Data extracted from a collection:
##########

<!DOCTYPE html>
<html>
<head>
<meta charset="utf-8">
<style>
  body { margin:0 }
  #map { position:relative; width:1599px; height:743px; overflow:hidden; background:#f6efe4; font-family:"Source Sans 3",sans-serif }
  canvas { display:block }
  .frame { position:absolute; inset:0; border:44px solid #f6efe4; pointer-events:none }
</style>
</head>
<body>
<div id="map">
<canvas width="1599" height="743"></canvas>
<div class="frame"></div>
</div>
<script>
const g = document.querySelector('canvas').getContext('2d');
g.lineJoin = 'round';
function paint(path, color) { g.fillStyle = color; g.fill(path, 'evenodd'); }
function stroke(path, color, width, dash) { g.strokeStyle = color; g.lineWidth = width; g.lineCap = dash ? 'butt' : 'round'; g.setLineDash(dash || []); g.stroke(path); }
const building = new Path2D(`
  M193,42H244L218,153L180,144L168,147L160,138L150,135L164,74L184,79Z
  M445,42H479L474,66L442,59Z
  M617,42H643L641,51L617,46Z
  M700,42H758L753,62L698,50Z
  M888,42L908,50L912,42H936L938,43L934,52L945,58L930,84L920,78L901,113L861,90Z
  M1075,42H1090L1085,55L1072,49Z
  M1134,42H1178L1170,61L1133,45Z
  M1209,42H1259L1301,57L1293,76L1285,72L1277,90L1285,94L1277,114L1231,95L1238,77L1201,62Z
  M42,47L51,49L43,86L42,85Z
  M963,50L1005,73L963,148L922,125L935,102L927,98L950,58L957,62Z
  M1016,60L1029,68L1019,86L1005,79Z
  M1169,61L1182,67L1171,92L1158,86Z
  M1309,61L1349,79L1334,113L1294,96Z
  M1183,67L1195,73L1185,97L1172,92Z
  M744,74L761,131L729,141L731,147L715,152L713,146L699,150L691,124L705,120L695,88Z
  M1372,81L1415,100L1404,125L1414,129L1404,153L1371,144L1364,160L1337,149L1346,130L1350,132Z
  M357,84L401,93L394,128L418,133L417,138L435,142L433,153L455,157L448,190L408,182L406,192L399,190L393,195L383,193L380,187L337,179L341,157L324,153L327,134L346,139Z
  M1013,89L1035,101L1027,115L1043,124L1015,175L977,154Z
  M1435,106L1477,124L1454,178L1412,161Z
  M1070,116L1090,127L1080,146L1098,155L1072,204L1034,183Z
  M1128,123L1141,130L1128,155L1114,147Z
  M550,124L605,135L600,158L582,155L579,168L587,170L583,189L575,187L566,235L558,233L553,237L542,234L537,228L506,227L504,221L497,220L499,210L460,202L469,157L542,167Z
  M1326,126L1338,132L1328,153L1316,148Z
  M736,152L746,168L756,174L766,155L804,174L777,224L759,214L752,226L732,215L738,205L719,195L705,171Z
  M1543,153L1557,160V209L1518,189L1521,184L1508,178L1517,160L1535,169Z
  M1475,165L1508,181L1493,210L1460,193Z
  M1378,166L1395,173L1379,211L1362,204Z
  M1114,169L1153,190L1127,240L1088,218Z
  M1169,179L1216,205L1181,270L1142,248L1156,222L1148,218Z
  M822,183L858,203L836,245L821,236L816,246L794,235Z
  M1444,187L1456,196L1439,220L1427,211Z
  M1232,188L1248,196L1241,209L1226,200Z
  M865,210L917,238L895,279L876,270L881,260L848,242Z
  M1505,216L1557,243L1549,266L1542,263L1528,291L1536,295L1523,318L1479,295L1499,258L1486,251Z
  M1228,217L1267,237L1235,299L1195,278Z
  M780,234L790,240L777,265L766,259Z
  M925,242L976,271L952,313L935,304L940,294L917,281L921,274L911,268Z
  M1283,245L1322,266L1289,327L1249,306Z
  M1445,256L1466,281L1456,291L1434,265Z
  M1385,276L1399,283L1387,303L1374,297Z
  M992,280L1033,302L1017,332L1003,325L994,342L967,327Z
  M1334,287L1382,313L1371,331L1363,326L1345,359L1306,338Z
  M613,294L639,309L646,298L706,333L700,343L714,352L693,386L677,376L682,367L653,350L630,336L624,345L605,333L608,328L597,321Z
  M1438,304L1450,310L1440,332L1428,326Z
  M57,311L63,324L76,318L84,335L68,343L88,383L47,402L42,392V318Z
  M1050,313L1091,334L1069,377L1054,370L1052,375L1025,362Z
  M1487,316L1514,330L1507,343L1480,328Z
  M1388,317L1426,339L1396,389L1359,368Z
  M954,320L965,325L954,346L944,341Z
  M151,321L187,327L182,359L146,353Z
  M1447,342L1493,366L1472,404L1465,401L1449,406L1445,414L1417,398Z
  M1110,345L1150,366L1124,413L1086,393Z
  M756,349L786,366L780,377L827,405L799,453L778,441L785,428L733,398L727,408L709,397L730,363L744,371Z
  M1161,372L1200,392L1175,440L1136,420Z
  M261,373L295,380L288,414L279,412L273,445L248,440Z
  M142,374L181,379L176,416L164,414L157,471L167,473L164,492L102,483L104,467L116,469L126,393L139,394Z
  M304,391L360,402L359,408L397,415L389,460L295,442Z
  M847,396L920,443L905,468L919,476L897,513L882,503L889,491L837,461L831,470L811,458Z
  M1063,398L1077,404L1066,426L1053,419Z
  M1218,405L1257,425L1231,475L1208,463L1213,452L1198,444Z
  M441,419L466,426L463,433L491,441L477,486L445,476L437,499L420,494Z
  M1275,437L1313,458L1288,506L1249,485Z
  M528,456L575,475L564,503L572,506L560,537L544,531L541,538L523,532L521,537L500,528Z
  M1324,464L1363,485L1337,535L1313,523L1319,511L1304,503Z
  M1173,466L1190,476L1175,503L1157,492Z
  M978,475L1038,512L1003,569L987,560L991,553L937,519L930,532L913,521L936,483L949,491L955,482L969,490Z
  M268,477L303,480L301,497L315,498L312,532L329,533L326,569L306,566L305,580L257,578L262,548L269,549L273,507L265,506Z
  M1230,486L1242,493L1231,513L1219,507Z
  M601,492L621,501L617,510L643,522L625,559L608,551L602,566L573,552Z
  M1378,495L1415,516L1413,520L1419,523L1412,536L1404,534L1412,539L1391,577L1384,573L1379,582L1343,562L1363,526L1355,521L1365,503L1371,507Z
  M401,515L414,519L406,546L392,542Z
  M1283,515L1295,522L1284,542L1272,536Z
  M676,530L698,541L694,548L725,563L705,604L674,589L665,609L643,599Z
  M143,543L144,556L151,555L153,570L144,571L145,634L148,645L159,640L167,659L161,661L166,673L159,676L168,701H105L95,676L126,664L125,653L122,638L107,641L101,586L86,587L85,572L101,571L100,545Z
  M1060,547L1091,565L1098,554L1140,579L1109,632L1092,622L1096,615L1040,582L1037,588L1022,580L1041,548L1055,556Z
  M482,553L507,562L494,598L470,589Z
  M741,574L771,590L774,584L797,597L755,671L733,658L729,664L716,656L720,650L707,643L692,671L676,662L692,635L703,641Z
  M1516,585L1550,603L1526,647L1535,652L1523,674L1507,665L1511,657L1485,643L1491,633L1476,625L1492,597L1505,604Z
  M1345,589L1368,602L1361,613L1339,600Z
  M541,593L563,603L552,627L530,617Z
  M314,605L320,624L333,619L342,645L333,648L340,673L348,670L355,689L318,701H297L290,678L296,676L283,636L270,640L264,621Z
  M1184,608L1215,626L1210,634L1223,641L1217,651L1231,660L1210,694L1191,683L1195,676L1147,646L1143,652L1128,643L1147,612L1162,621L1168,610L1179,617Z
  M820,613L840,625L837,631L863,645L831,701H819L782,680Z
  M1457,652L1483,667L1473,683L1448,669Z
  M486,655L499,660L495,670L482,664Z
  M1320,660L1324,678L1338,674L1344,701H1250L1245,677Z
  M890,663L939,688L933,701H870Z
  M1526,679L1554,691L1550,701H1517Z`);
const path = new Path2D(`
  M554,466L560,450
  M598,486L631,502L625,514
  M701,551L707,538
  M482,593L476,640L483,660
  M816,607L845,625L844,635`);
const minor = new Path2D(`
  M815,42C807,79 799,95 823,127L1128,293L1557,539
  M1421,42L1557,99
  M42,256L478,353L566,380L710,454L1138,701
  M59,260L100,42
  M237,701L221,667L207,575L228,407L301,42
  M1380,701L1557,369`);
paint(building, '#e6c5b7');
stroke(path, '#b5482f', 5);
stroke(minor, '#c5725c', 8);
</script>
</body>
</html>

##########

■ **Exercise**: The word "canvas" appears in some lines of the data. Copy every one of those lines.

■ **Problem solution**:
  canvas { display:block }
<canvas width="1599" height="743"></canvas>
const g = document.querySelector('canvas').getContext('2d');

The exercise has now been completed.